This is an obvious thing that we had same third-party libraries, wrappers over external libraries, and self-baked useful utilities shared across different modules. This means that our module-specific webpack config file would have the same set of repeated rules and aliases. Code duplication might seem a good fit here for readability but is really painful to maintain in a long run.

Let’s discuss how we managed to share the common module rules and resolve aliases across the different modules.

Below is a generic utility file’s code which has two methods. One outputs whether a passed argument is an Object and the other one outputs whether it’s an array.

// Filename: GenericUtils.js

module.exports = {
    isObject: function (obj) {
        return Object.prototype.toString.call(obj) === '[object Object]';
    },
    isArray: function (arr) {
        return Object.prototype.toString.call(arr) === '[object Array]';
    }
};

Here’s a list of common rules and aliases defined explicitly in a separate file.
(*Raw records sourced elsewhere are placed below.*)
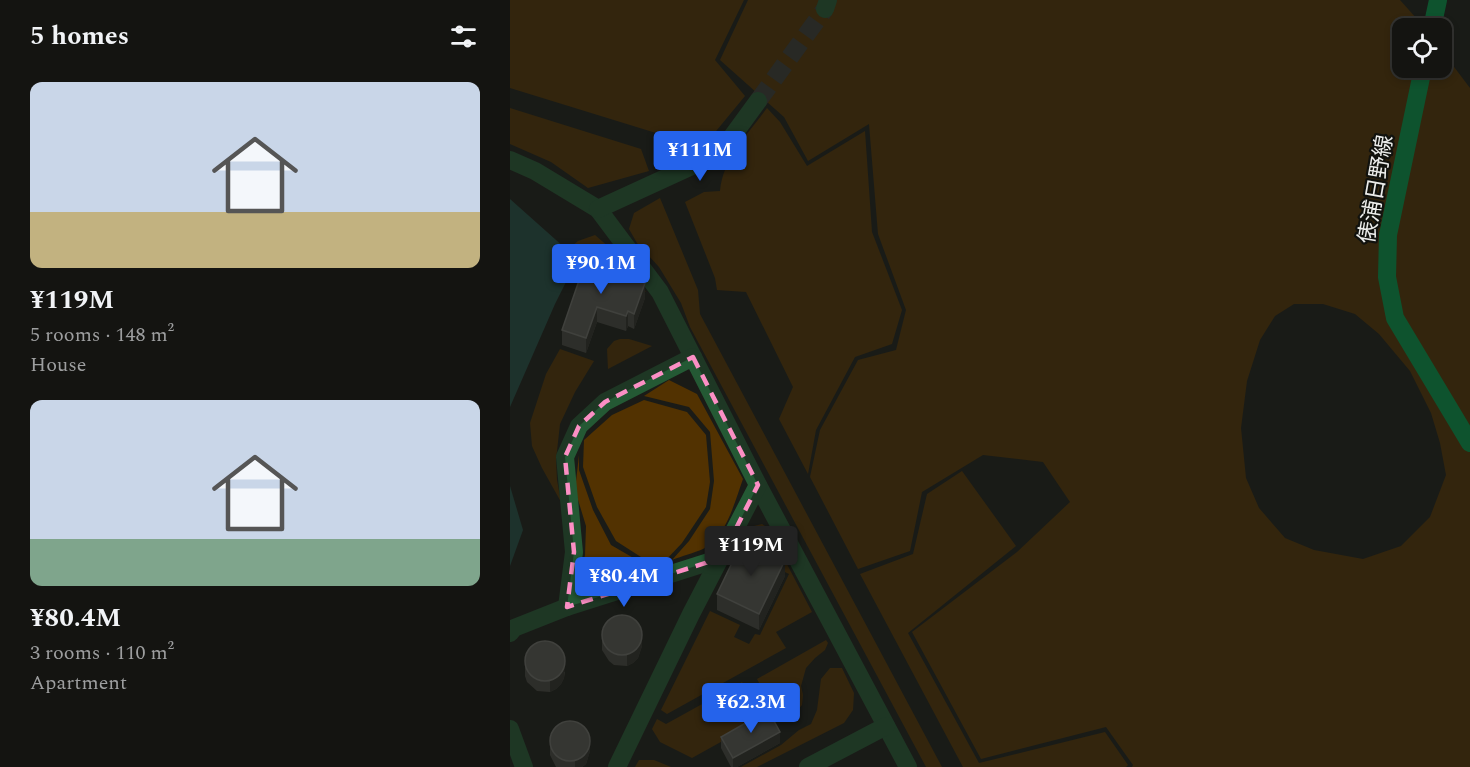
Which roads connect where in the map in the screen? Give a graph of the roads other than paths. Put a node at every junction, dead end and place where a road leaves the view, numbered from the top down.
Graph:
1 (1438, 0) edge
2 (1434, 18) edge
3 (1421, 78) edge
4 (758, 101) tunnel mouth
5 (510, 160) edge
6 (598, 208) junction
7 (693, 357) junction
8 (1470, 443) edge
9 (758, 485) junction
10 (721, 558) junction
11 (567, 607) junction
12 (510, 633) edge
13 (886, 726) junction
14 (510, 729) edge
15 (524, 767) edge
16 (617, 767) edge
17 (808, 767) edge
18 (908, 767) edge

1 - 2 main road
3 - 8 main road, 俵浦日野線
4 - 6 street
5 - 6 street
6 - 7 street
7 - 9 street
7 - 11 street
9 - 10 street
9 - 13 street
10 - 11 street
10 - 16 street
11 - 12 street
13 - 17 street
13 - 18 street
14 - 15 street

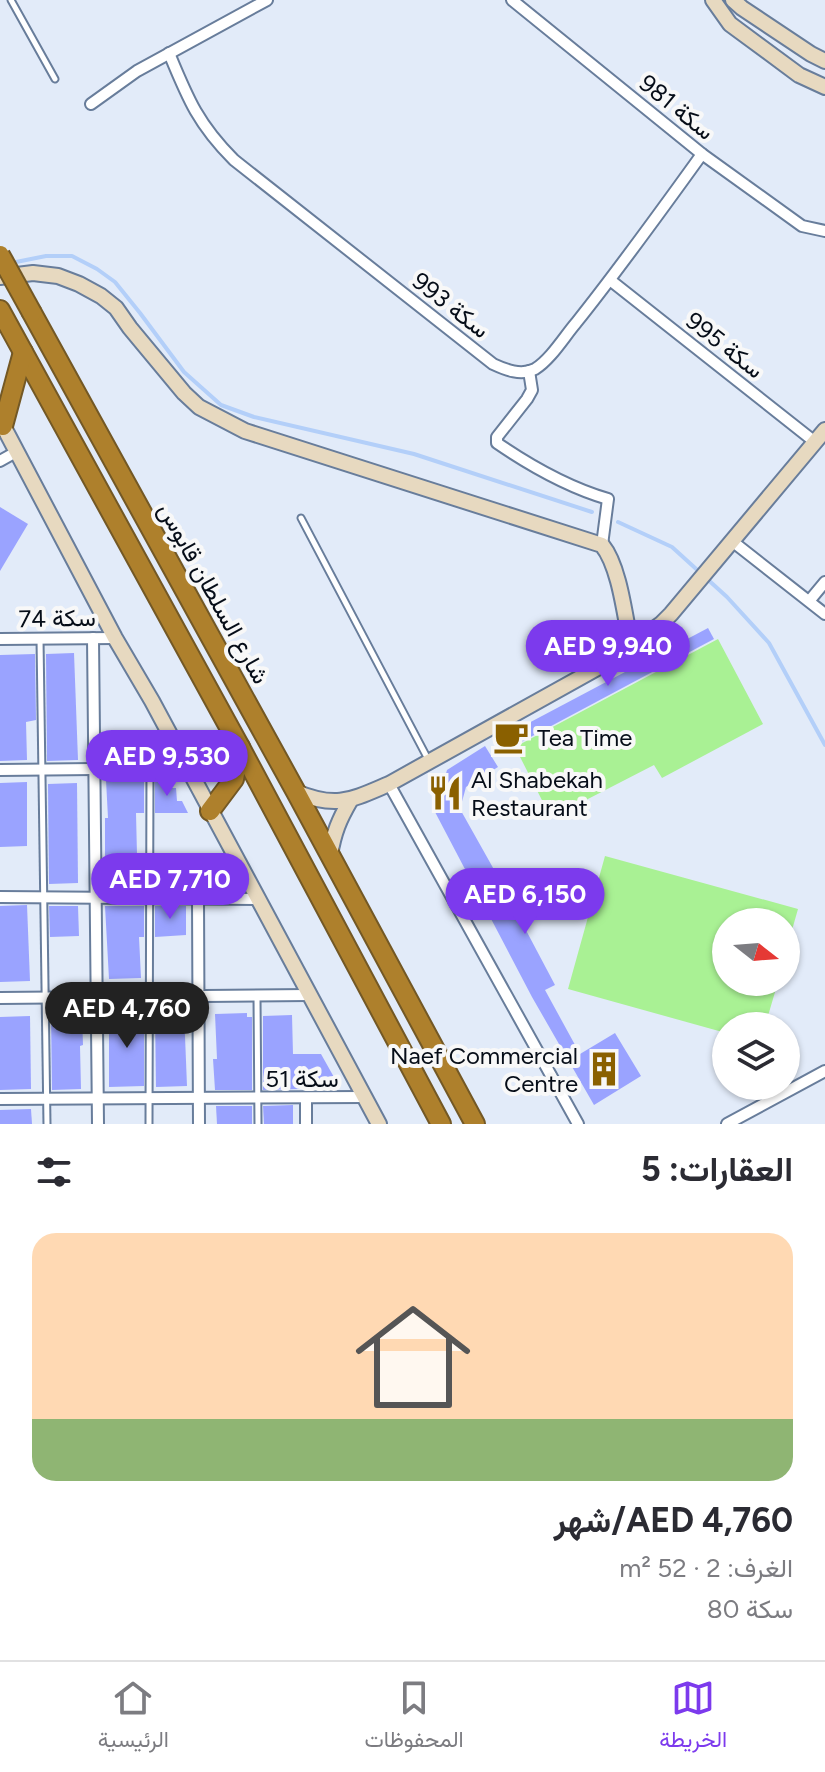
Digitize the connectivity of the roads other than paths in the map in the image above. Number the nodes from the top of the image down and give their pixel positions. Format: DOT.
graph roads {
  1 [pos="11,0"];
  2 [pos="267,0"];
  3 [pos="512,0"];
  4 [pos="713,0"];
  5 [pos="741,3"];
  6 [pos="730,24"];
  7 [pos="169,53"];
  8 [pos="825,61"];
  9 [pos="55,79"];
  10 [pos="825,87"];
  11 [pos="91,104"];
  12 [pos="702,154"];
  13 [pos="825,231"];
  14 [pos="0,255"];
  15 [pos="0,277"];
  16 [pos="610,280"];
  17 [pos="5,318"];
  18 [pos="23,352"];
  19 [pos="529,371"];
  20 [pos="1,423"];
  21 [pos="825,430"];
  22 [pos="815,442"];
  23 [pos="16,452"];
  24 [pos="0,461"];
  25 [pos="301,518"];
  26 [pos="602,545"];
  27 [pos="728,546"];
  28 [pos="825,582"];
  29 [pos="810,600"];
  30 [pos="825,614"];
  31 [pos="40,638"];
  32 [pos="93,638"];
  33 [pos="115,638"];
  34 [pos="0,639"];
  35 [pos="631,646"];
  36 [pos="240,747"];
  37 [pos="429,761"];
  38 [pos="150,768"];
  39 [pos="188,768"];
  40 [pos="95,769"];
  41 [pos="0,770"];
  42 [pos="42,770"];
  43 [pos="389,784"];
  44 [pos="296,792"];
  45 [pos="350,801"];
  46 [pos="210,811"];
  47 [pos="330,855"];
  48 [pos="0,897"];
  49 [pos="44,897"];
  50 [pos="96,898"];
  51 [pos="149,898"];
  52 [pos="198,899"];
  53 [pos="258,899"];
  54 [pos="309,995"];
  55 [pos="198,996"];
  56 [pos="257,996"];
  57 [pos="97,997"];
  58 [pos="149,997"];
  59 [pos="0,998"];
  60 [pos="46,998"];
  61 [pos="825,1071"];
  62 [pos="365,1097"];
  63 [pos="199,1098"];
  64 [pos="258,1098"];
  65 [pos="306,1098"];
  66 [pos="0,1099"];
  67 [pos="47,1099"];
  68 [pos="98,1099"];
  69 [pos="149,1099"];
  70 [pos="47,1124"];
  71 [pos="98,1124"];
  72 [pos="149,1124"];
  73 [pos="199,1124"];
  74 [pos="258,1124"];
  75 [pos="306,1124"];
  76 [pos="379,1124"];
  77 [pos="441,1124"];
  78 [pos="475,1124"];
  79 [pos="578,1124"];
  80 [pos="727,1124"];
  1 -- 9 [label="lane"];
  2 -- 7 [label="street"];
  3 -- 12 [label="street, سكة 981"];
  4 -- 6 [label="street"];
  5 -- 6 [label="street"];
  5 -- 8 [label="street"];
  6 -- 10 [label="street"];
  7 -- 11 [label="street"];
  7 -- 19 [label="street, سكة 993"];
  12 -- 13 [label="street, سكة 981"];
  12 -- 16 [label="street"];
  14 -- 44 [label="highway, شارع السلطان قابوس, bridge"];
  15 -- 26 [label="street"];
  16 -- 19 [label="street"];
  16 -- 22 [label="street, سكة 995"];
  17 -- 18 [label="highway"];
  18 -- 20 [label="highway"];
  18 -- 36 [label="highway"];
  19 -- 26 [label="street"];
  20 -- 23 [label="street"];
  21 -- 22 [label="street"];
  22 -- 27 [label="street"];
  23 -- 24 [label="street"];
  23 -- 33 [label="street"];
  25 -- 37 [label="lane"];
  26 -- 35 [label="street"];
  27 -- 29 [label="street"];
  27 -- 35 [label="street"];
  28 -- 29 [label="street"];
  29 -- 30 [label="street"];
  31 -- 32 [label="street, سكة 74"];
  31 -- 34 [label="street, سكة 74"];
  31 -- 42 [label="lane"];
  32 -- 33 [label="street, سكة 74"];
  32 -- 40 [label="street"];
  33 -- 39 [label="street"];
  35 -- 37 [label="street"];
  36 -- 46 [label="highway"];
  36 -- 77 [label="highway"];
  37 -- 43 [label="street"];
  38 -- 39 [label="street"];
  38 -- 40 [label="street"];
  38 -- 51 [label="lane"];
  39 -- 46 [label="street"];
  40 -- 42 [label="street"];
  40 -- 50 [label="street"];
  41 -- 42 [label="street"];
  42 -- 49 [label="lane"];
  43 -- 45 [label="street"];
  43 -- 79 [label="street"];
  44 -- 45 [label="street"];
  44 -- 47 [label="highway, شارع السلطان قابوس"];
  45 -- 47 [label="street"];
  46 -- 53 [label="street"];
  47 -- 78 [label="highway, شارع السلطان قابوس"];
  48 -- 49 [label="street"];
  49 -- 50 [label="street"];
  49 -- 60 [label="lane"];
  50 -- 51 [label="street"];
  50 -- 57 [label="street"];
  51 -- 52 [label="street"];
  51 -- 58 [label="lane"];
  52 -- 53 [label="street"];
  52 -- 55 [label="street"];
  53 -- 54 [label="street"];
  54 -- 56 [label="street"];
  54 -- 62 [label="street"];
  55 -- 56 [label="street"];
  55 -- 58 [label="street"];
  55 -- 63 [label="street"];
  56 -- 64 [label="lane"];
  57 -- 58 [label="street"];
  57 -- 60 [label="street"];
  57 -- 68 [label="street"];
  58 -- 69 [label="lane"];
  59 -- 60 [label="street"];
  60 -- 67 [label="lane"];
  61 -- 80 [label="street"];
  62 -- 65 [label="street, سكة 51"];
  62 -- 76 [label="street"];
  63 -- 64 [label="street, سكة 51"];
  63 -- 69 [label="street, سكة 51"];
  63 -- 73 [label="street"];
  64 -- 65 [label="street, سكة 51"];
  64 -- 74 [label="lane"];
  65 -- 75 [label="street"];
  66 -- 67 [label="street, سكة 51"];
  67 -- 68 [label="street, سكة 51"];
  67 -- 70 [label="lane"];
  68 -- 69 [label="street, سكة 51"];
  68 -- 71 [label="street"];
  69 -- 72 [label="lane"];
}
// Filename: webpack.common-module-rules-and-alias.js

const path = require('path');
let basePath = path.join(__dirname, '/../');

module.exports = {
    alias: {
        // Common thrid-party libraries being used in different modules
        'pubSub': basePath + 'node_modules/pubsub/dist/ba-tiny-pubsub.min',
        'select2': basePath + 'node_modules/select2/dist/js/select2.full.min',
        'acrossTabs': basePath + 'node_modules/across-tabs/dist/across-tabs.this',
        // ....more

        // Common self-baked utilities
        'utils': 'lib/player/utils',
        'storage': 'lib/player/storage',
        // ....more

        // Common services
        'auth': 'lib/Auth',
        'gaUtils': 'lib/GAUtils',
        'DOMUtils': 'lib/DOMUtils',
        'arrayUtils': 'lib/ArrayUtils',
        // ....more

        // Common constants
        'AnalyticsEventEnum': 'lib/constants/AnalyticsEventEnum',
        'MapTypeEnum': 'lib/constants/MapTypeEnum',
        'segmentAnalyticsUtils': 'lib/analytics/SegmentAnalyticsUtils',
        // ....more
    },

    rules: [
        { test: /jQuery/, loader: 'expose-loader?$' },
        { test: /pubSub/, loader: 'expose-loader?pubSub!imports-loader?jQuery' },
        { test: /select2/, loader: 'expose-loader?select2!imports-loader?jQuery' },
        { test: /acrossTabs/, loader: 'expose-loader?AcrossTabs' },
        // ....more

        { test: /utils/, loader: 'expose-loader?utils' },
        { test: /storage/, loader: 'expose-loader?storage' },
        // ....more

        { test: /auth/, loader: 'expose-loader?auth' },
        { test: /gaUtils/, loader: 'expose-loader?gaUtils' },
        { test: /DOMUtils/, loader: 'expose-loader?DOMUtils' },
        { test: /arrayUtils/, loader: 'expose-loader?arrayUtils' },
        // ....more

        { test: /AnalyticsEventEnum/, loader: 'expose-loader?AnalyticsEventEnum' },
        { test: /MapTypeEnum/, loader: 'expose-loader?MapTypeEnum' },
        { test: /segmentAnalyticsUtils/, loader: 'expose-loader?segmentAnalyticsUtils' },
        // ....more
    ]
};

We now had a common file where we could easily add/update/remove any rule and its corresponding alias. Now we needed to have a utility which combines the common rules and aliases with the already defined rules and aliases in a particular modules’ config file.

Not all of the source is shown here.